Do not include the pictures; repeat the rest of the data exactly.

(INFORMATION GIVEN Opens)

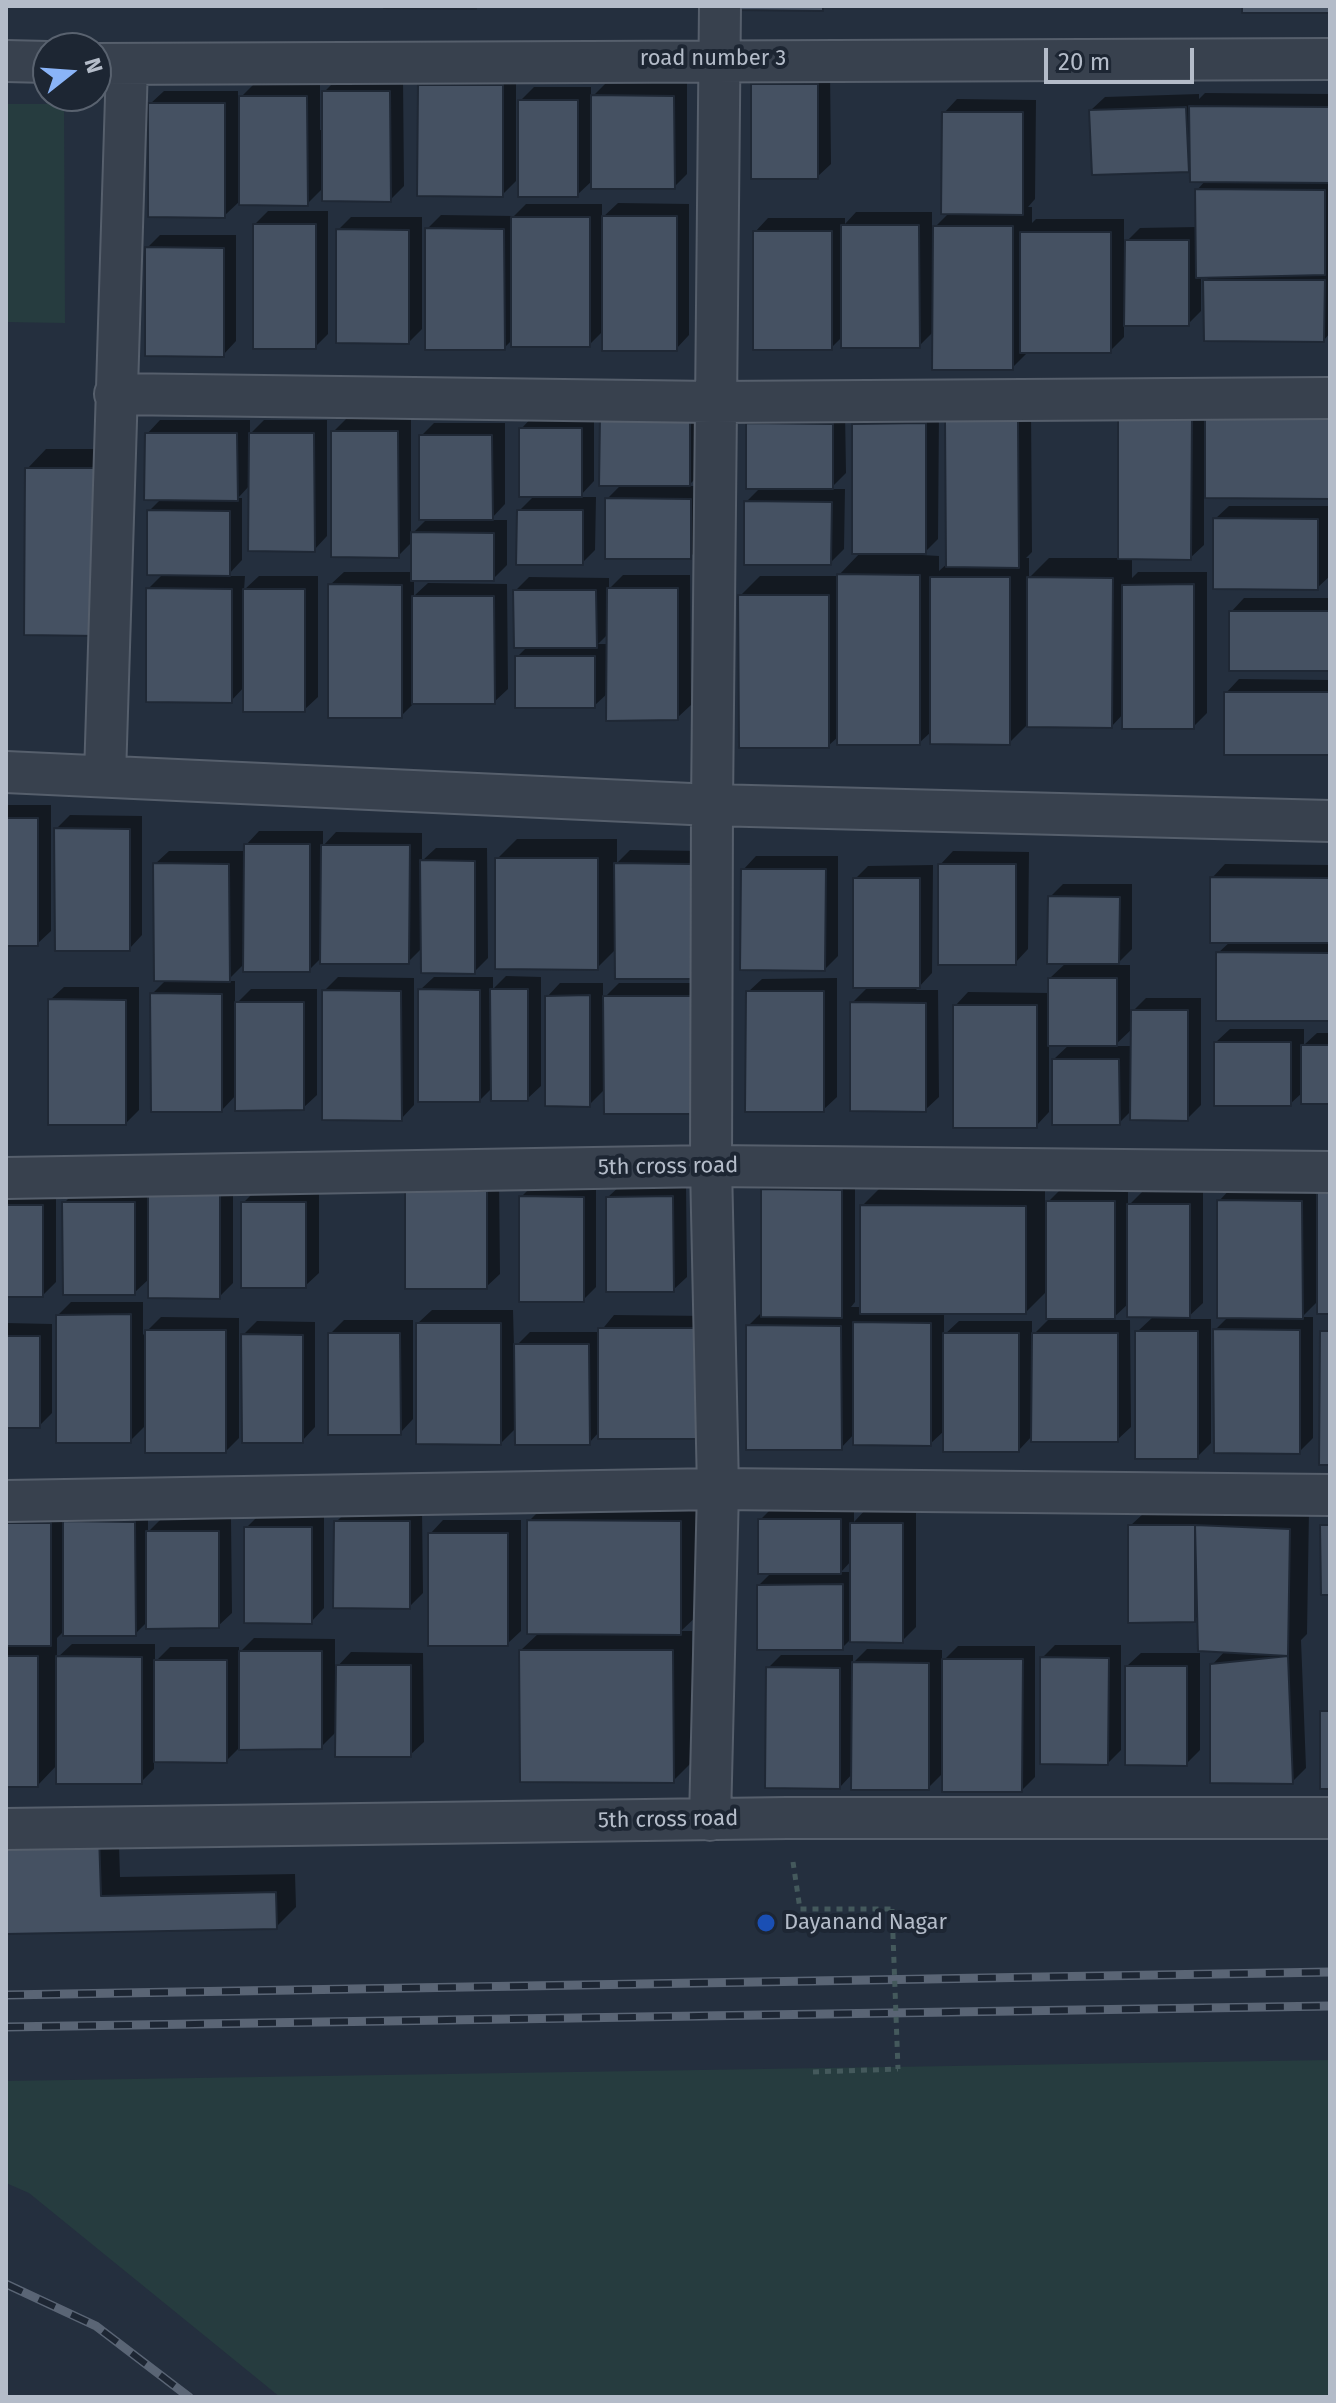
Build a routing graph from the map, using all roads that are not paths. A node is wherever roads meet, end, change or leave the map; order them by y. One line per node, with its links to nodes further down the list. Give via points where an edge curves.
1 (720, 6): 2 (street)
2 (720, 59): 3 (street, road number 3); 6 (street, road number 3); 10 (street)
3 (1330, 59)
4 (6, 61): 5 (street)
5 (32, 62)
6 (112, 64)
7 (112, 112): 8 (street)
8 (115, 394): 10 (street); 12 (street)
9 (1330, 398): 10 (street)
10 (713, 402): 13 (street)
11 (6, 772): 12 (street)
12 (105, 776): 13 (street)
13 (712, 805): 14 (street); 15 (street)
14 (1330, 821)
15 (711, 1166): 16 (street, 5th cross road); 17 (street, 5th cross road); 18 (street)
16 (1330, 1172)
17 (6, 1178)
18 (718, 1489): 19 (street); 20 (street); 22 (street)
19 (1330, 1495)
20 (6, 1501)
21 (1330, 1818): 22 (street, 5th cross road)
22 (710, 1820): 23 (street, 5th cross road)
23 (6, 1829)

(INFORMATION GIVEN Closes)

* _YOUR RESPONSE_
Build a routing graph from the map, using all roads that are not paths. A node is wherever roads meet, end, change or leave the map; order them by y. One line per node, with its links to nodes further down the list. Give via points where an edge curves.
1 (720, 6): 2 (street)
2 (720, 59): 3 (street, road number 3); 6 (street, road number 3); 10 (street)
3 (1330, 59)
4 (6, 61): 5 (street)
5 (32, 62)
6 (112, 64)
7 (112, 112): 8 (street)
8 (115, 394): 10 (street); 12 (street)
9 (1330, 398): 10 (street)
10 (713, 402): 13 (street)
11 (6, 772): 12 (street)
12 (105, 776): 13 (street)
13 (712, 805): 14 (street); 15 (street)
14 (1330, 821)
15 (711, 1166): 16 (street, 5th cross road); 17 (street, 5th cross road); 18 (street)
16 (1330, 1172)
17 (6, 1178)
18 (718, 1489): 19 (street); 20 (street); 22 (street)
19 (1330, 1495)
20 (6, 1501)
21 (1330, 1818): 22 (street, 5th cross road)
22 (710, 1820): 23 (street, 5th cross road)
23 (6, 1829)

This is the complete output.